The data of this dataset is a 2d numpy array vector containing 145 entries that include texts written by Dutch users in Twitter, with some additional information about the author, and the target is a 1d numpy binary integer array indicating whether the author was extrovert or not.
MLPrimitives + Scikit-learn RandomForestClassifier¶
In this example use again the TextCleaner primitive, then use a StringVectorizer primitive, to encode all the string features, and go directly into the RandomForestClassifier from scikit-learn.
import nltk
from mlblocks import MLPipeline
from mlprimitives.datasets import load_personae
dataset = load_personae()
dataset.describe()
X_train, X_test, y_train, y_test = dataset.get_splits(1)

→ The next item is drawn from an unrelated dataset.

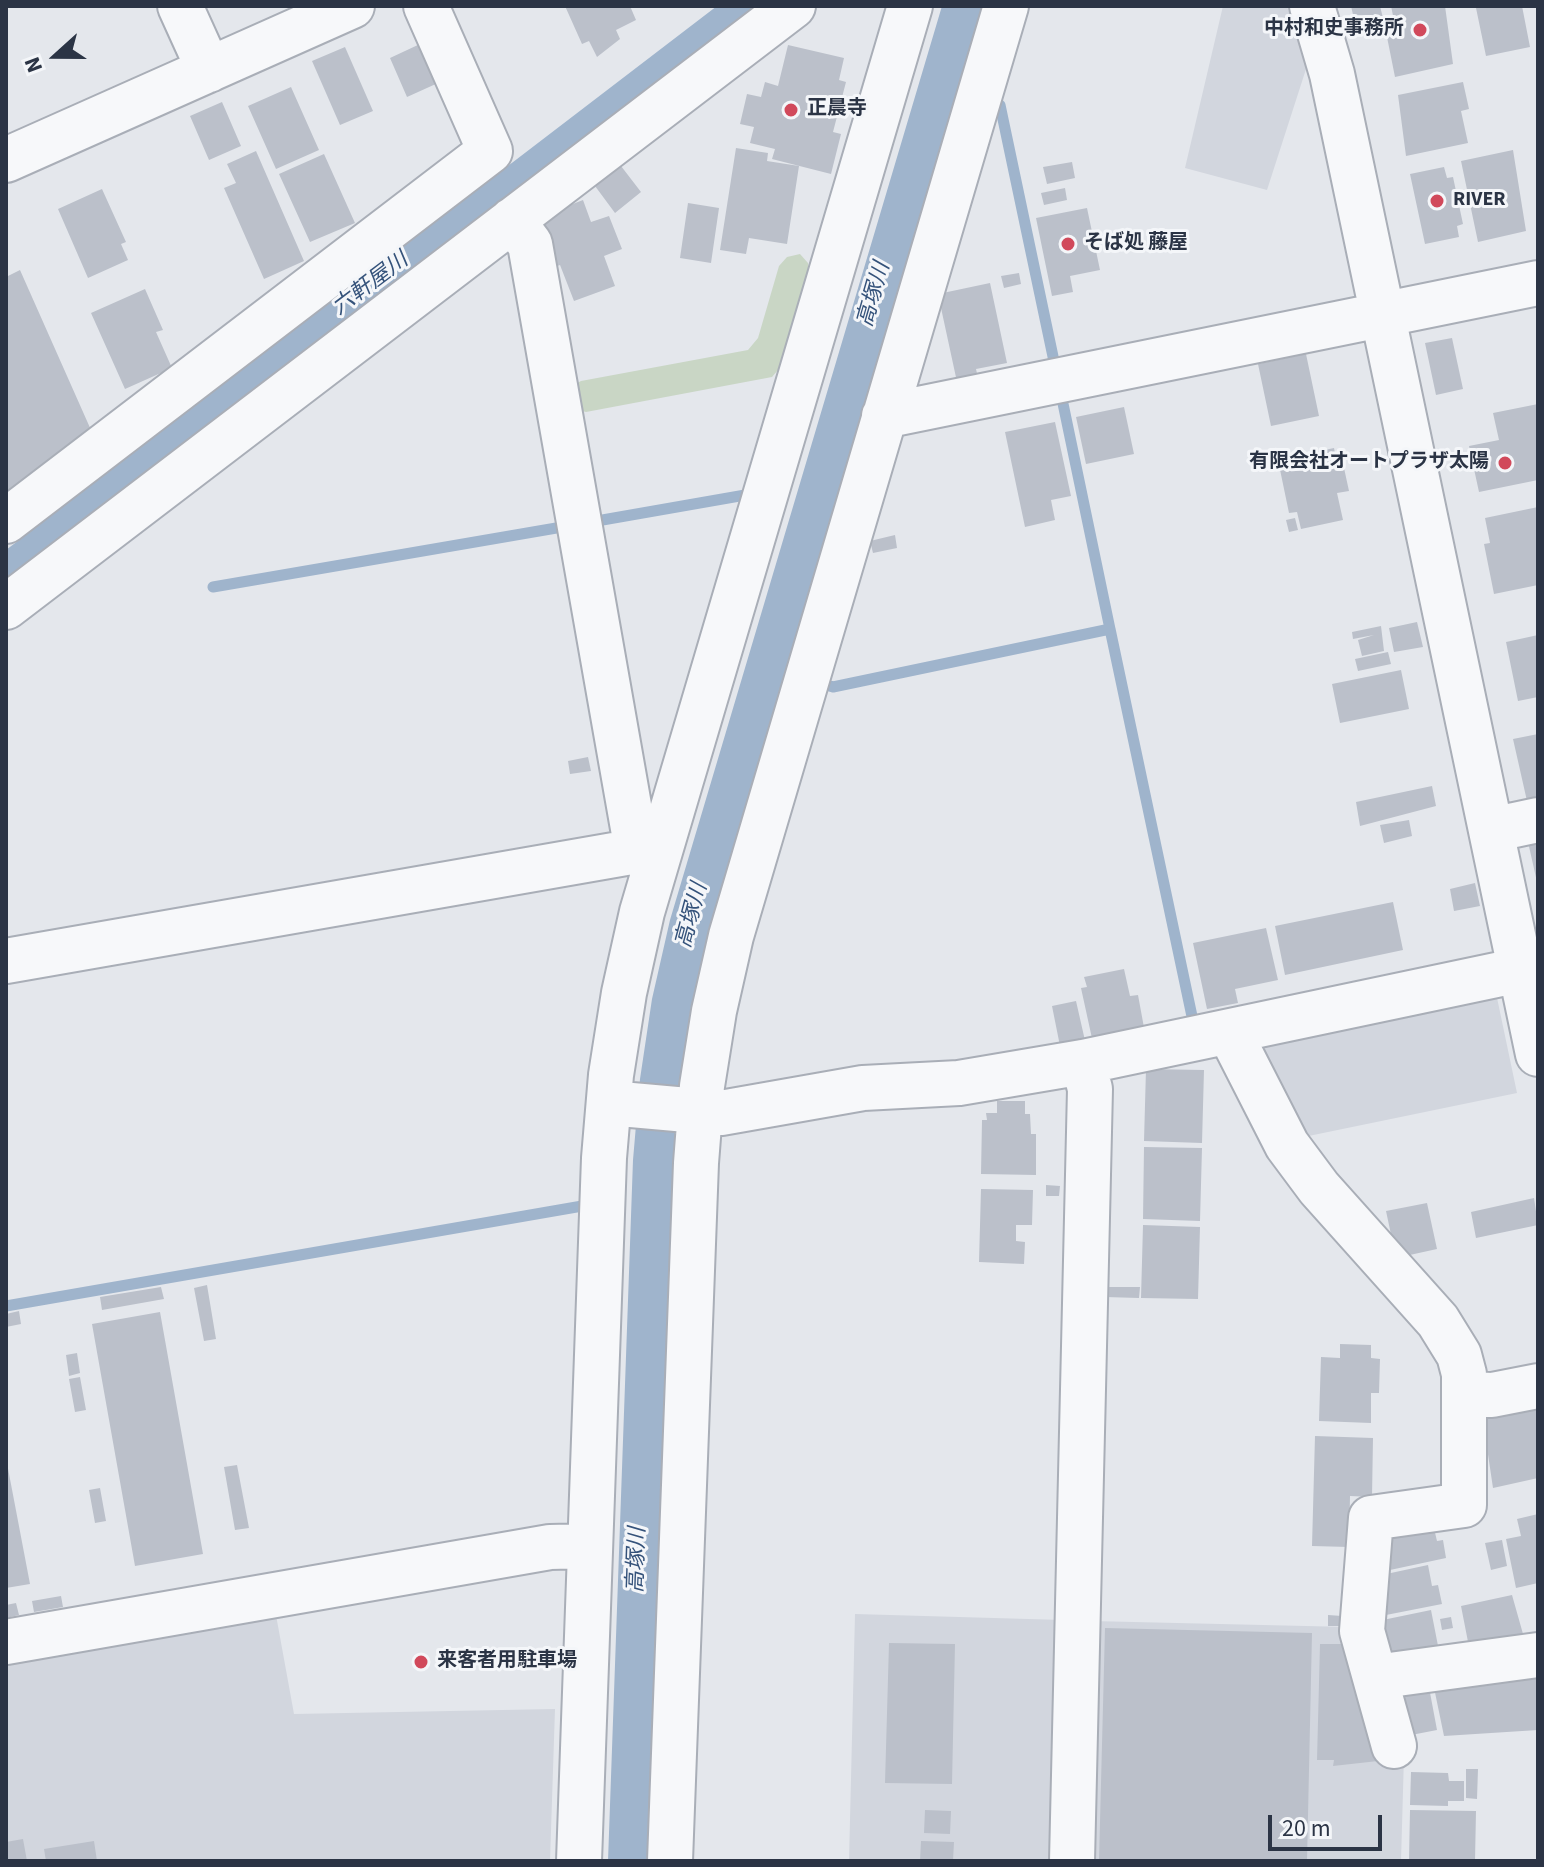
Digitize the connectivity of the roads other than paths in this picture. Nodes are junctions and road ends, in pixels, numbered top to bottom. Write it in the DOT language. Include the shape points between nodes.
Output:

# Make sure that we have the necessary data
nltk.download('stopwords')
primitives = [
'mlprimitives.custom.text.TextCleaner',
'mlprimitives.custom.feature_extraction.StringVectorizer',
'sklearn.ensemble.RandomForestClassifier',
]
init_params = {
'mlprimitives.custom.text.TextCleaner': {
'column': 'text',
'language': 'nl'
},
'sklearn.ensemble.RandomForestClassifier': {
'n_jobs': -1,
'n_estimators': 100
}
}
pipeline = MLPipeline(primitives, init_params)
pipeline.fit(X_train, y_train)
predictions = pipeline.predict(X_test)
dataset.score(y_test, predictions)